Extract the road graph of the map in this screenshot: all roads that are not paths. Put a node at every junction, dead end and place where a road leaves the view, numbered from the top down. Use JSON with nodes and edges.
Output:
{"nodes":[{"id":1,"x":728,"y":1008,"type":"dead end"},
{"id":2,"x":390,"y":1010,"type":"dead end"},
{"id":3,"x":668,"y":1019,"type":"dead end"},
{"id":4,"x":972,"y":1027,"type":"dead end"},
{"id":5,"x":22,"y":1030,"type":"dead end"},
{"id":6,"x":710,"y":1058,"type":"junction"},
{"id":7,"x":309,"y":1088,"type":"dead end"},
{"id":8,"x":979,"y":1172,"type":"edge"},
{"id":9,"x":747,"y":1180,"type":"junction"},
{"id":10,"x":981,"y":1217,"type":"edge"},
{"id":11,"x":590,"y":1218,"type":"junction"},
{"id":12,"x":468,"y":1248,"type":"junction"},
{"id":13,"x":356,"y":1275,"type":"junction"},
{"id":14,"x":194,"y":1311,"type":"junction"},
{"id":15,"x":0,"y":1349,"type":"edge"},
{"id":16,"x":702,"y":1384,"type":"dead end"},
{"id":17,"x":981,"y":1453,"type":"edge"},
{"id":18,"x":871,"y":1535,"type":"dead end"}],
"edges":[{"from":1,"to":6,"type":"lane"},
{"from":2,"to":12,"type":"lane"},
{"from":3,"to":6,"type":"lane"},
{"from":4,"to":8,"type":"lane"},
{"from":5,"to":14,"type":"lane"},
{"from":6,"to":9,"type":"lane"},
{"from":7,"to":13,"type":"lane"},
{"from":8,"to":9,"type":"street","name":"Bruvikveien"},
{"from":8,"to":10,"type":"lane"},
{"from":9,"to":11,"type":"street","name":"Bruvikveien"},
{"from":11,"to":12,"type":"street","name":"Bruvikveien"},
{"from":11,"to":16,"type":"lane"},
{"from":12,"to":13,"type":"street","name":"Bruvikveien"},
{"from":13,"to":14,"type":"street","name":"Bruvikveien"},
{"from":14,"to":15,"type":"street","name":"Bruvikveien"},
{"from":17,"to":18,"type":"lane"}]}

-*-

_Task directions_:
Print the data again exactly.

_Exercise solution_:
Extract the road graph of the map in this screenshot: all roads that are not paths. Put a node at every junction, dead end and place where a road leaves the view, numbered from the top down. Use JSON with nodes and edges.
Output:
{"nodes":[{"id":1,"x":728,"y":1008,"type":"dead end"},
{"id":2,"x":390,"y":1010,"type":"dead end"},
{"id":3,"x":668,"y":1019,"type":"dead end"},
{"id":4,"x":972,"y":1027,"type":"dead end"},
{"id":5,"x":22,"y":1030,"type":"dead end"},
{"id":6,"x":710,"y":1058,"type":"junction"},
{"id":7,"x":309,"y":1088,"type":"dead end"},
{"id":8,"x":979,"y":1172,"type":"edge"},
{"id":9,"x":747,"y":1180,"type":"junction"},
{"id":10,"x":981,"y":1217,"type":"edge"},
{"id":11,"x":590,"y":1218,"type":"junction"},
{"id":12,"x":468,"y":1248,"type":"junction"},
{"id":13,"x":356,"y":1275,"type":"junction"},
{"id":14,"x":194,"y":1311,"type":"junction"},
{"id":15,"x":0,"y":1349,"type":"edge"},
{"id":16,"x":702,"y":1384,"type":"dead end"},
{"id":17,"x":981,"y":1453,"type":"edge"},
{"id":18,"x":871,"y":1535,"type":"dead end"}],
"edges":[{"from":1,"to":6,"type":"lane"},
{"from":2,"to":12,"type":"lane"},
{"from":3,"to":6,"type":"lane"},
{"from":4,"to":8,"type":"lane"},
{"from":5,"to":14,"type":"lane"},
{"from":6,"to":9,"type":"lane"},
{"from":7,"to":13,"type":"lane"},
{"from":8,"to":9,"type":"street","name":"Bruvikveien"},
{"from":8,"to":10,"type":"lane"},
{"from":9,"to":11,"type":"street","name":"Bruvikveien"},
{"from":11,"to":12,"type":"street","name":"Bruvikveien"},
{"from":11,"to":16,"type":"lane"},
{"from":12,"to":13,"type":"street","name":"Bruvikveien"},
{"from":13,"to":14,"type":"street","name":"Bruvikveien"},
{"from":14,"to":15,"type":"street","name":"Bruvikveien"},
{"from":17,"to":18,"type":"lane"}]}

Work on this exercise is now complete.